I am not a hit
The world needs a lot of things: health care, happiness, homo marriages, peace, prosperity and butterflies. What it doesn’t need is a mediocre “budget” recording of a contemporary opera already satisfactorily recorded with the original cast.
A new revelatory, superbly cast recording of the simultaneously fascinating and boring Nixon in China would probably be happily snapped up by those who are more of a fan of this opera than I am. The new CD on Naxos is so not that recording.
For some reason Nixon in China tempts its interpreters to bellow and declaim. Since all productions are amplified and the lines are relatively sympathetically written for the voice this vocal distorion seems unnecessary. I’m willing to bet that Marc Heller (who “sings” Mao Tse-tung) is actually pretty fierce: he sounds like he can make some noise and his credits are impressive. Unfortunately, here he just screams and pushes his voice until pitches are unrecognizable. Or maybe Adams is just not his forte.
The same could be said of Chen-Ye Yuan as Chou En-lai. It’s obviously an interesting instrument but is not shown at an advantage in this ungrateful role. Tracy Dahl makes some impressive sounds in the extreme top of Madame Mao’s music but whenever she sings around an A natural (which is often) her vibrato loosens dangerously close to a wobble. I also couldn’t understand one damn word she sang.
The Opera Colorado Chorus tries their best but this is not a world-class ensemble and the choral music in this opera is not easy.
It’s not that this recording is completely awful. There are strengths. Marin Aslop knows her way around American music, and her reading is taut and inspired. She moves the action along (as much as Adams’s music allows) and keeps excitement bubbling (again, as much as the music allows).
Pat and Dick are both interesting here. Maria Kanyova, as Pat, is the only singer who sings like this is opera. Her other roles include Butterfly and Violetta and it shows. The voice is fluid, beautiful and ballsy. She’s also the only singer that phrases beautifully. “This is prophetic” is easily the highlight of the recording. Kick-ass singing.
Robert Orth manages to be charismatic and idiomatic as Nixon while singing with grainy, unsupported tone. It’s a believable and truly interesting portrayal. It’s just hard to listen to.
All of this begs the question of Naxos- what was the point of this recording? Just Aslop and Kanyova? They’re great, but it’s not enough to warrant a $25 price tag. If I were you I’d say bump both recordings and watch the broadcast of the original production on Youtube for free. But hey, if you love a good arpeggiated chord and have money to burn then by all means, skip on over to Amazon and order yourself up a copy.
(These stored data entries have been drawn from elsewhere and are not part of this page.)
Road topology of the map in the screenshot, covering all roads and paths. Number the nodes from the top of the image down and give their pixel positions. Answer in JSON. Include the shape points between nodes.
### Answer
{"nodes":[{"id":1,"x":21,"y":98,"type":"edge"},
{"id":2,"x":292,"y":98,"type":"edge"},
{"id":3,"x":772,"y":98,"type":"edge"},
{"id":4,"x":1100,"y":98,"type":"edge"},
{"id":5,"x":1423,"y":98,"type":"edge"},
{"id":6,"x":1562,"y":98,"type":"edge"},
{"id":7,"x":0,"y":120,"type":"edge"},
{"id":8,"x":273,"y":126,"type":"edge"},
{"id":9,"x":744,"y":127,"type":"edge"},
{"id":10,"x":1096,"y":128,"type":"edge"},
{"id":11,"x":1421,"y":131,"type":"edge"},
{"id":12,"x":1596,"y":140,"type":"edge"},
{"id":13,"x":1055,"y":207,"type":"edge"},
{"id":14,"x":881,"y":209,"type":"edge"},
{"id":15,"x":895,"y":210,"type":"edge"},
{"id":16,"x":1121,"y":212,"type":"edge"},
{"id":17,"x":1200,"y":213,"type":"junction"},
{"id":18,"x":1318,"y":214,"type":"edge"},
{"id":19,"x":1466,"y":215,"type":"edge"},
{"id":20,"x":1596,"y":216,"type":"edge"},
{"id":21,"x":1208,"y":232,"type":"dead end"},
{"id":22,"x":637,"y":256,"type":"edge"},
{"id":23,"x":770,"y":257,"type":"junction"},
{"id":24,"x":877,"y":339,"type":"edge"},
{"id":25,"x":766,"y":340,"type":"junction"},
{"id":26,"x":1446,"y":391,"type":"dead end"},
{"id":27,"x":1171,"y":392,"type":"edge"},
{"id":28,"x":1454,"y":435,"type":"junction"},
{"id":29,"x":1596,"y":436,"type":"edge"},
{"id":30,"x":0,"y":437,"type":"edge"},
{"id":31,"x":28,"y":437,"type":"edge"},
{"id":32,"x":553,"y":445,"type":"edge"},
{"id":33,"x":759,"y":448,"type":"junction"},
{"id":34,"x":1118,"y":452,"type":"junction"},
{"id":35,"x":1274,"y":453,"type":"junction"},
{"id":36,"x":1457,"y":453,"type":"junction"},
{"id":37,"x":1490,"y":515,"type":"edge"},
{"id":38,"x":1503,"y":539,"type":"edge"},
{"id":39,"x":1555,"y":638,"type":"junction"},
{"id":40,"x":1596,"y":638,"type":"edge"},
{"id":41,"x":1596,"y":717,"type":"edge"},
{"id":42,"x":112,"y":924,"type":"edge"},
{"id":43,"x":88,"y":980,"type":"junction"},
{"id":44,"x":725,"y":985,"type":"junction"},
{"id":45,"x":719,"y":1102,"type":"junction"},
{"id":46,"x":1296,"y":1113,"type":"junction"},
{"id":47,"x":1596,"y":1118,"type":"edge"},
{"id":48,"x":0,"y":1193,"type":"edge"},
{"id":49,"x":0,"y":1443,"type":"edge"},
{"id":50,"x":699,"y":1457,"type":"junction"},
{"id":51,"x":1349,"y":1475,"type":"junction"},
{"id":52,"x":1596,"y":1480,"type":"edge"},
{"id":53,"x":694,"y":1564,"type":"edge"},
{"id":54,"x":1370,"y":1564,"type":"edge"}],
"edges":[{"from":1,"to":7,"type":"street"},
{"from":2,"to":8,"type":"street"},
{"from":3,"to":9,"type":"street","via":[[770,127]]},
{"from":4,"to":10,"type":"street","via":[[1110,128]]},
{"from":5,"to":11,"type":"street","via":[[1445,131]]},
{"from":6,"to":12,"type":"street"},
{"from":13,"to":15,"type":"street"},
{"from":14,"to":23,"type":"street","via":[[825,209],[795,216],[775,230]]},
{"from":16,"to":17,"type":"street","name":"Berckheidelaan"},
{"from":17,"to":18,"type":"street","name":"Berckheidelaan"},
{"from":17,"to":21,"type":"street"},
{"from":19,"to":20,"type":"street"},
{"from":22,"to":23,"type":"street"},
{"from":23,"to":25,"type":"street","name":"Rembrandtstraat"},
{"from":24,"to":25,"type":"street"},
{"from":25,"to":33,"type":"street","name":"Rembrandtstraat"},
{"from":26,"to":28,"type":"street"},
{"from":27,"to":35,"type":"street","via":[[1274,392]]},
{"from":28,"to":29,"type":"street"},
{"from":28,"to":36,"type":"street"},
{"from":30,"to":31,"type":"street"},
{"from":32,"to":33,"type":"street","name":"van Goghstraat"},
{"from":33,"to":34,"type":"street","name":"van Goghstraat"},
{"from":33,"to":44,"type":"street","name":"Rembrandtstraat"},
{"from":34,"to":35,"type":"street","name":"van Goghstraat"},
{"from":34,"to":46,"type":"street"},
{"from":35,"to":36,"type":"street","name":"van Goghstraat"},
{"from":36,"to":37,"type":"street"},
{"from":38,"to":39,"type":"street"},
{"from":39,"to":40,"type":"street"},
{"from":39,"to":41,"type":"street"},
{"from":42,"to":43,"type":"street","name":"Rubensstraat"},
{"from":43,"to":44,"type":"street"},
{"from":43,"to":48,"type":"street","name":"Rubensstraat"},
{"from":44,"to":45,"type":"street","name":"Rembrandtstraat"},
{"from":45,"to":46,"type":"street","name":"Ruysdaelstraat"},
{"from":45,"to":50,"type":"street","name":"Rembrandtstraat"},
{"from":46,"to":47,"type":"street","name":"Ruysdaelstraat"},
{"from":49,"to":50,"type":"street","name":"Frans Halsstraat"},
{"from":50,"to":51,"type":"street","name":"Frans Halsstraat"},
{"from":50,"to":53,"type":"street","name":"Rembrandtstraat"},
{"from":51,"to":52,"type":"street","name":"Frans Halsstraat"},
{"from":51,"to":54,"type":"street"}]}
Madame Mao’s stage name was LAN PING (blue apple)…didn’t you have a blue wig la Cieca?
I haven’t heard this recording, but I had high hopes, as Nixon is a work I like and it’s always interesting to hear a different take on something, to not let it be defined only by one recording. I’ll probably pass on it for now.
The strange thing is that at Amazon.com you can buy it used for more than anyone is asking for a new copy. There must be something very special about that particular used CD.
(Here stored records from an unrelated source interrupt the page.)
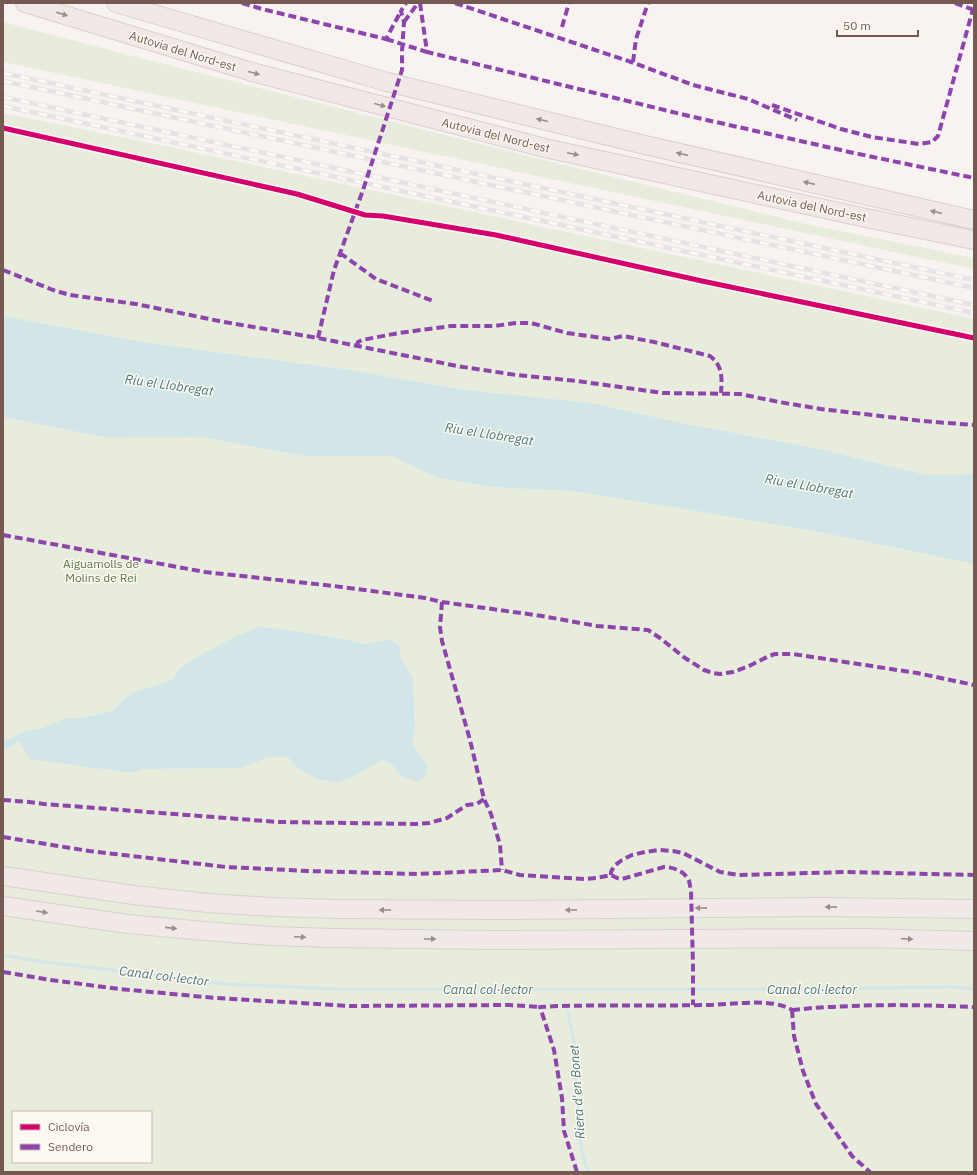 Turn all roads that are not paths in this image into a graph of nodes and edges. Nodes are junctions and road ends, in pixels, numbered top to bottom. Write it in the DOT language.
graph roads {
  1 [pos="25,3"];
  2 [pos="116,3"];
  3 [pos="974,220"];
  4 [pos="974,240"];
  5 [pos="3,876"];
  6 [pos="3,906"];
  7 [pos="974,909"];
  8 [pos="974,941"];
  1 -- 4 [label="highway, Autovia del Nord-est, one-way"];
  3 -- 2 [label="highway, Autovia del Nord-est, one-way"];
  7 -- 5 [label="highway, one-way"];
  6 -- 8 [label="highway, one-way"];
}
Poor Opera Colorado. Oh well, they had a better chance of marketing a successfully selling recording with this than they would have with La Traviata or Madame Butterfly (both of which they do fairly regularly).
I’ve heard quite good things about this recording, so if anything I’m more curious now.
ha! bravo! nice review (whoever you are)!
special lullz for “if you like a good arpeggiated chord…”
Not to be all about me n stuff, but my earlier post’s claim that the new Bartoli album is a “vanity project” took a bit of flack. I would say this one is too. Hell, all recording nowadays is in some way just a publicity stunt! It’s like renting Carnegie Hall. The recent Alsop albums on Naxos are all vanity projects for her and for the Baltimore Symphony. The recent Naxos rec of Bolcom’s Songs of Innocence and Experience was a vanity project for U of Michigan and for Mr Bolcom (at Leonard Slakin’s gracious expense).
One thing is for sure, they didn’t make this CD because of wild public demand to hear them tackle it! And Adams’s operas are so grossly overrated anyway.
(Ducks for cover)
Hell, all recording nowadays is in some way just a publicity stunt!
Squirrel, may all your winter nuts go rancid!
Isn’t it Alsop, not Aslop? (OK, I see squirrel has it right)
cruz, what in tarnation did I do to deserve that? are you from Bertelsmann? No holiday pecans for yoU!
One should note that the conductor’s name is ALSOP (as Squirrel corrects without comment), not Aslop. This production was scheduled specifically (and probably solely) to coincide with Denver’s inaugural hosting of the biennial National Performing Arts Conference. I’m not sure how well thought out the concept was ahead of time, and it also took place during the period when Peter Russell was planning to leave as head of Opera Colorado and no clear successor had yet been selected. In a way I’m sorry I turned down tickets to see it here in Denver, but I really dislike Adams as a composer and couldn’t set that feeling aside sufficiently to sit through a performance.